Monday, August 07, 2006

Dentro da seringa


Senti a pele escorregar sobre minha carne, em um ardor insuportável. A língua se transformava em espuma dentro de minha boca. Estava tudo escuro, exceto pelos lampejos daquela máquina demoníaca que ele mantinha no meio da sala. O puto ria alto enquanto injetava aquela coisa em mim. Eram cinco agulhas espalhadas em meu peito, pernas, braços e pescoço. De todas as merdas que eu fiz na minha merda de vida essa devia ser a pior.

Conheci o velho em uma casa de ópio. Era meio esquisito, mas não existem pessoas normais neste tipo de lugar. Pessoas sujas ficam em lugares sujos, fazendo coisas sujas. Aquele maldito olhar amarelado, remelento. A barba sebosa, com restos de comida no canto da boca. Ele fedia mais do que eu. Eu achava o sujeito patético. Ele e seu jaleco encardido, com manchas de coisas que eu nem queria imaginar de onde vinham. Ali era conhecido obviamente como "Doutor" . Pois é, não cobre muita criatividade de viciados.

Diziam que já tinha matado três perdidos ali, dando algumas seringas coloridas de presente. Eu me importava mais em tirar as carteiras daqueles caídos no chão do que prestar atenção no sujeito decrépito.Foi assim que ele soube tirar proveito da minha estupidez.
Certo dia, enquanto eu me esforçava para rolar o corpo de um gordo para o lado e tirar seu relógio de bolso, o velho ficou ali, observando. Eu me levantei, e enquanto limpava meu prêmio retirado da bola de sebo entorpecida, o "Doutor" me fez um pergunta:
- Gosta de dinheiro não é rapaz?
- O dinheiro é a única coisa que me transforma em algo que não sou, meu velho - respondi enfiando o relógio no bolso da camisa.
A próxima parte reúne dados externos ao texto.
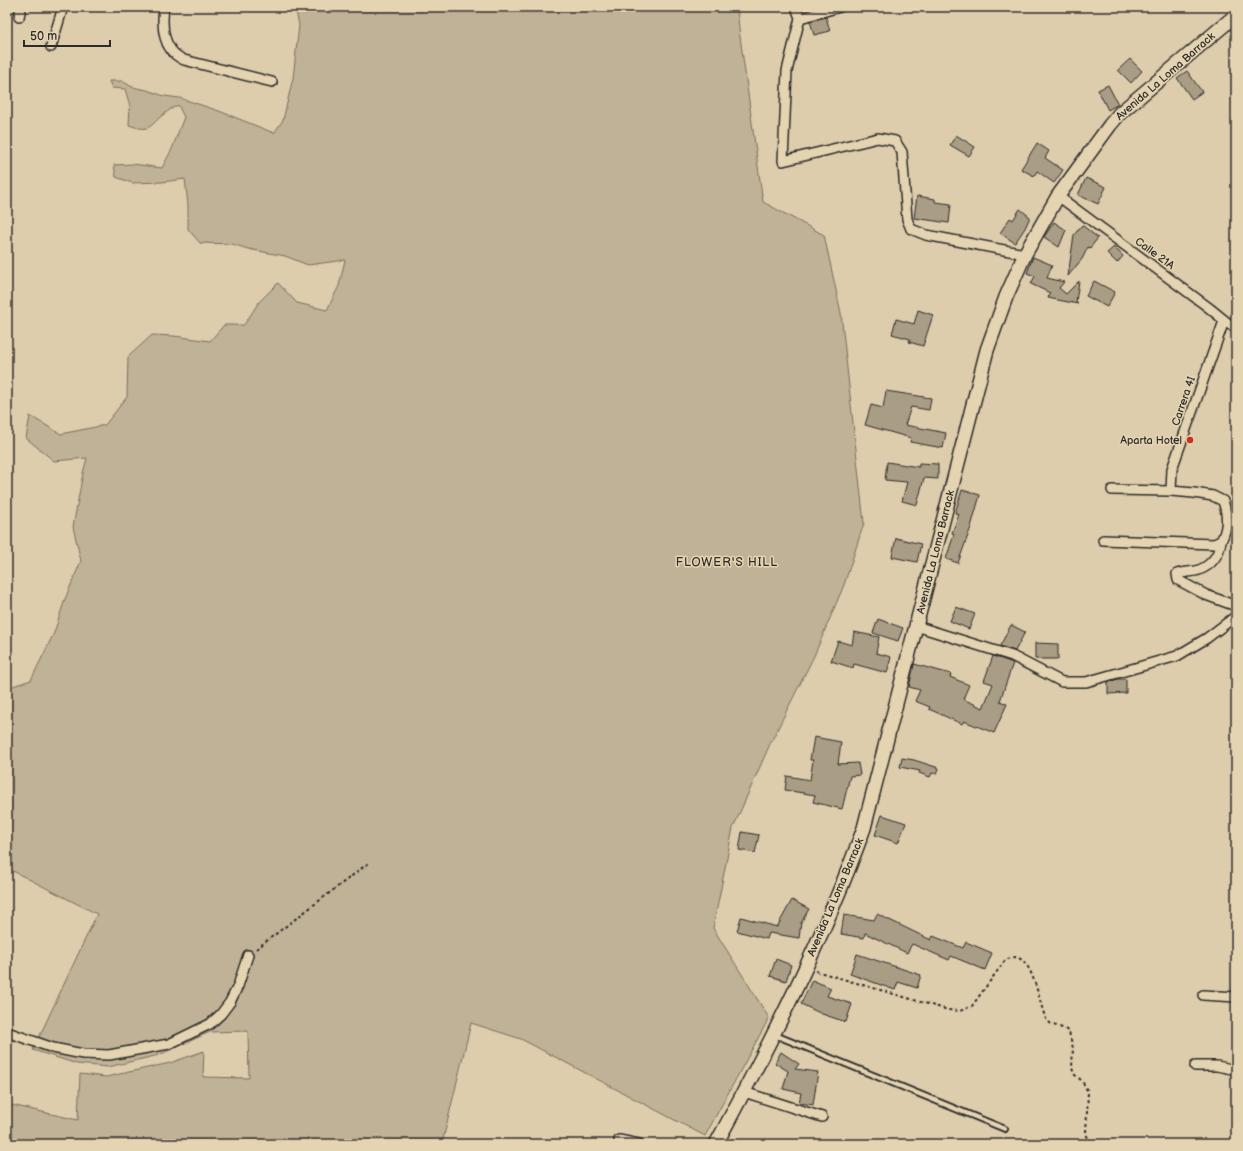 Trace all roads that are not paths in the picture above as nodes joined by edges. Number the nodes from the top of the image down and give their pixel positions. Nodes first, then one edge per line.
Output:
1 (21, 7) edge
2 (63, 7) edge
3 (164, 7) edge
4 (796, 7) edge
5 (840, 7) edge
6 (1236, 15) edge
7 (19, 18) dead end
8 (800, 18) junction
9 (51, 48) dead end
10 (272, 82) dead end
11 (1058, 196) junction
12 (1025, 254) junction
13 (1224, 321) junction
14 (1236, 328) edge
15 (1112, 490) dead end
16 (1171, 491) junction
17 (1103, 540) dead end
18 (1221, 541) junction
19 (1236, 606) edge
20 (1236, 616) edge
21 (916, 626) junction
22 (248, 955) road end
23 (1203, 995) dead end
24 (1236, 997) edge
25 (7, 1032) edge
26 (773, 1034) junction
27 (1195, 1066) dead end
28 (1236, 1070) edge
29 (744, 1092) junction
30 (822, 1117) dead end
31 (1005, 1129) dead end
32 (619, 1140) dead end
33 (639, 1144) edge
34 (716, 1144) edge

1 - 7 street
2 - 9 street
3 - 10 street
4 - 8 street
5 - 8 street
6 - 11 main road, Avenida La Loma Barrack
8 - 12 street
11 - 12 main road, Avenida La Loma Barrack
11 - 13 street, Calle 21A
12 - 21 main road, Avenida La Loma Barrack
13 - 14 street, Calle 21A
13 - 16 street, Carrera 4I
15 - 16 street
16 - 18 street
17 - 18 street
18 - 19 street
20 - 21 street
21 - 26 main road, Avenida La Loma Barrack
22 - 25 street
23 - 24 street
26 - 29 main road, Avenida La Loma Barrack
26 - 31 lane
27 - 28 street
29 - 30 street
29 - 34 main road, Avenida La Loma Barrack
32 - 33 street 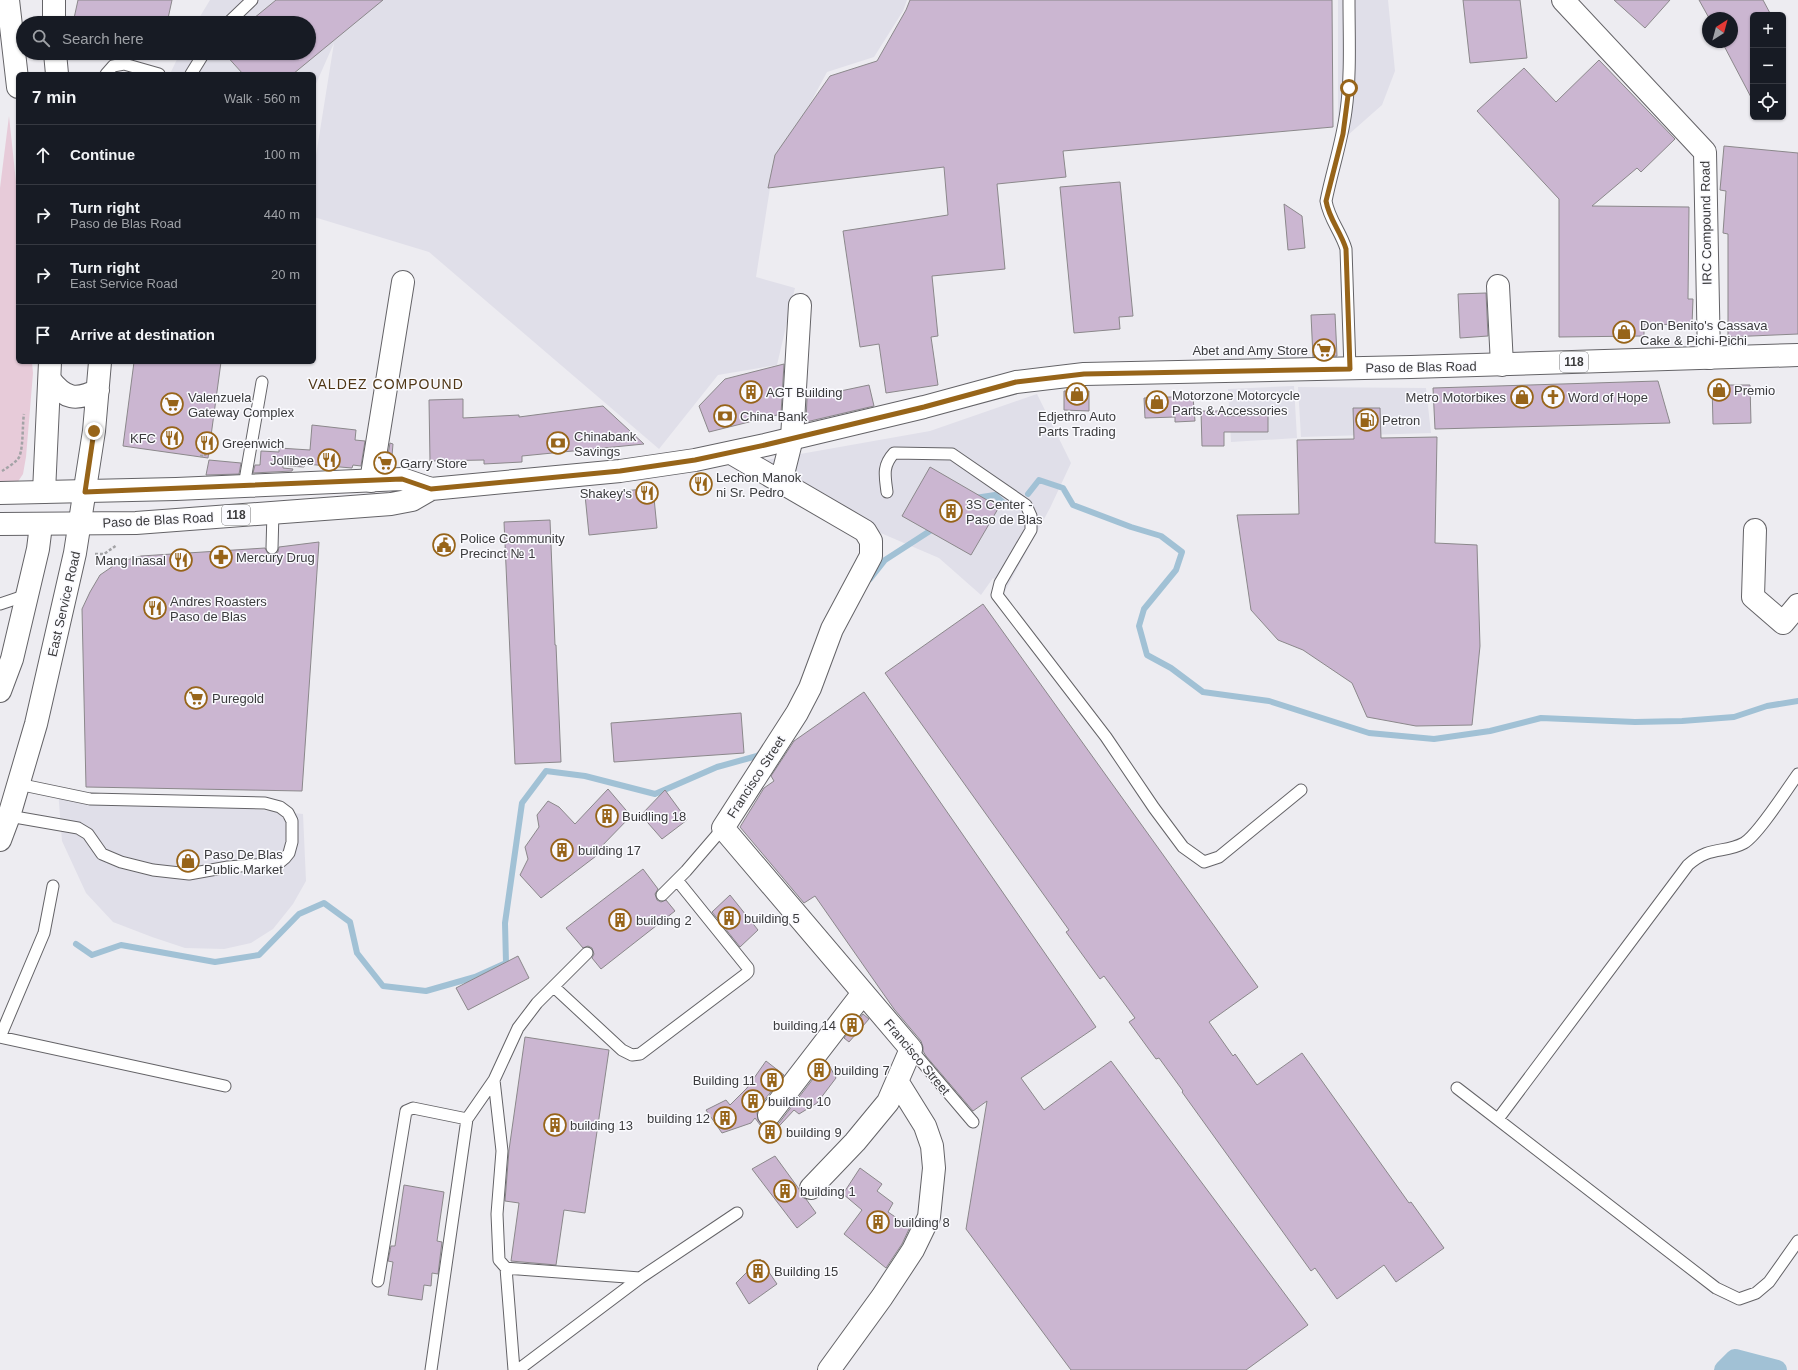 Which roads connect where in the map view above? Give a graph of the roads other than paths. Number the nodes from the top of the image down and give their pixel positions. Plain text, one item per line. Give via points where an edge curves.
1 (8, 0) edge
2 (54, 0) edge
3 (252, 0) edge
4 (1349, 0) edge
5 (1563, 0) edge
6 (54, 16) edge
7 (235, 16) edge
8 (56, 60) edge
9 (200, 60) edge
10 (16, 72) edge
11 (57, 72) edge
12 (108, 72) edge
13 (152, 72) edge
14 (192, 72) edge
15 (403, 282) dead end
16 (1498, 286) dead end
17 (800, 305) dead end
18 (1798, 355) edge
19 (1709, 358) junction
20 (100, 364) edge
21 (1502, 365) junction
22 (1350, 369) junction
23 (50, 371) edge
24 (262, 382) dead end
25 (98, 390) junction
26 (792, 438) junction
27 (731, 453) junction
28 (371, 481) junction
29 (780, 482) junction
30 (244, 486) junction
31 (431, 489) junction
32 (44, 492) junction
33 (85, 492) junction
34 (887, 492) dead end
35 (0, 493) edge
36 (273, 512) junction
37 (0, 524) edge
38 (81, 524) junction
39 (41, 525) junction
40 (1755, 530) dead end
41 (272, 548) dead end
42 (27, 595) junction
43 (0, 604) edge
44 (1798, 605) edge
45 (0, 691) edge
46 (1798, 774) edge
47 (18, 784) junction
48 (1301, 790) dead end
49 (9, 816) junction
50 (723, 828) junction
51 (0, 840) edge
52 (677, 880) junction
53 (53, 886) dead end
54 (662, 895) dead end
55 (587, 953) dead end
56 (554, 987) junction
57 (863, 993) junction
58 (0, 1037) edge
59 (910, 1049) junction
60 (494, 1080) junction
61 (897, 1081) junction
62 (225, 1086) dead end
63 (1457, 1088) dead end
64 (769, 1115) dead end
65 (467, 1119) junction
66 (1498, 1119) junction
67 (973, 1122) dead end
68 (811, 1188) dead end
69 (738, 1213) dead end
70 (1798, 1241) edge
71 (506, 1268) junction
72 (640, 1278) junction
73 (378, 1281) dead end
74 (431, 1370) edge
75 (514, 1370) edge
76 (518, 1370) edge
77 (830, 1370) edge

1 - 10 main road
2 - 6 main road
3 - 7 lane
4 - 22 lane via 1349,88 1343,134 1326,201 1328,212 1343,238 1346,249
5 - 19 main road, IRC Compound Road via 1705,152
8 - 11 main road
9 - 14 lane
12 - 13 lane via 113,66 124,64
15 - 28 main road
16 - 21 main road
17 - 26 main road
18 - 19 main road, Paso de Blas Road / 118
19 - 21 main road, Paso de Blas Road / 118
20 - 25 main road, East Service Road
21 - 22 main road, Paso de Blas Road / 118
22 - 26 main road, Paso de Blas Road / 118 via 1084,374 1016,382
23 - 25 main road via 58,391 71,397 85,396
23 - 32 main road
24 - 30 lane
25 - 33 main road, East Service Road
26 - 27 main road, Paso de Blas Road / 118
26 - 29 main road
27 - 29 main road, Francisco Street
27 - 31 main road, Paso de Blas Road / 118 via 620,471
28 - 30 main road, Paso de Blas Road / 118
28 - 31 main road, Paso de Blas Road / 118 via 402,479
29 - 50 main road, Francisco Street via 865,531 871,541 871,556 832,629 810,688 797,713
30 - 33 main road, Paso de Blas Road / 118
31 - 36 main road, Paso de Blas Road / 118 via 412,500 391,504
32 - 33 main road, Paso de Blas Road / 118
32 - 35 main road, Paso de Blas Road / 118
32 - 39 main road
33 - 38 main road, East Service Road
34 - 48 lane via 885,472 888,460 894,453 952,454 1026,505 1031,516 1031,530 1000,583 997,595 1106,738 1183,847 1204,862 1218,857
36 - 38 main road, Paso de Blas Road / 118 via 136,523
36 - 41 lane
37 - 39 main road, Paso de Blas Road / 118
38 - 39 main road, Paso de Blas Road / 118
38 - 47 main road, East Service Road via 36,724
39 - 42 main road
40 - 44 main road via 1753,597 1783,623
42 - 43 lane
42 - 45 main road via 12,659
46 - 66 lane via 1754,834 1744,843 1708,851 1697,856 1688,865
47 - 49 main road, East Service Road
47 - 49 lane via 90,799 265,803 280,807 288,813 292,821 292,842 289,853 279,863 228,867 189,874 153,870 121,862 102,854 88,834 78,828
49 - 51 main road, East Service Road
50 - 52 lane
50 - 57 main road, Francisco Street
52 - 54 lane
52 - 56 lane via 748,968 746,974 640,1054 632,1055 622,1050
53 - 58 lane via 44,933
55 - 56 lane
56 - 60 lane via 537,1003 518,1028
57 - 59 main road, Francisco Street
57 - 64 main road
58 - 62 lane
59 - 61 main road
59 - 67 lane, Francisco Street
60 - 65 lane
60 - 71 lane via 502,1151 498,1260
61 - 68 main road via 888,1102 855,1142
61 - 77 main road via 925,1126 932,1146 934,1168 929,1217 913,1250
63 - 66 lane
65 - 73 lane via 413,1108 406,1111
65 - 74 lane
66 - 70 lane via 1716,1288 1738,1299 1756,1293 1769,1282
69 - 72 lane
71 - 72 lane
71 - 75 lane
72 - 76 lane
O velho começou a me trazer seringas. Eu injetava, ele ficava olhando com as órbitas dos olhos estufadas, sorria para meu corpo se contorcendo no chão imundo. Depois me dava um pouco de dinheiro. No começo eu achei que estava com medo, mas quem não enxerga a própria miséria não entende o medo. Então continuei. Logo o efeito passava, eu vomitava bile por algumas horas. Eu ria de mim mesmo cuspindo a gosma esverdeada pelas paredes. O "Doutor" ficou impressionado com a minha resistência. Eu também. Pensei que era para eu estar morto, mas não estava. A cada vez que abria as veias para receber minha sentença, imaginava que não seria a última. "Dessa eu passo" eu dizia a mim mesmo apertando o êmbolo com a agulha fincada entre os dedos dos pés.
Fui longe demais.
Agora eu grito nesta sala maldita e fedorenta. Grito para este velho insano me soltar. Grito porque não quero mais sentir esta dor. Grito porque jeu á devia ter morrido há muito tempo.
Bolas verdes de bile. Um relógio de prata iluminando o mar, dentro de uma seringa. Os olhos amarelados e remelentos são grandes demais.

A praia de areia mole e pastosa, eu afundo e espero apodrecer. Minhas mãos não existem mais. São tocos. Minhas pernas, oh minhas pernas! Tentáculos violetas que se seguram nas laternas de papel da casa de ópio. Por quê isso não pára?

Estava boiando. Meus membros agora me obedeciam, um pouco descordenados. A água fria, meu corpo nu. Uma luz imensa e amarelada incomodava meus olhos. Era grande, vinda de um pedestal branco. Uma chama descomunal. Podia ser o inferno, podia ser o céu. O fogo é sagrado ou maldito.

Uma gota escorreu pelo pedestal. Uma gota que se solidificou rapidamente. Eis que percebi. A enorme flama era uma simples vela. E lá estavam os olhos, grandes demais. E eu me vi pequeno demais. Como sempre fui.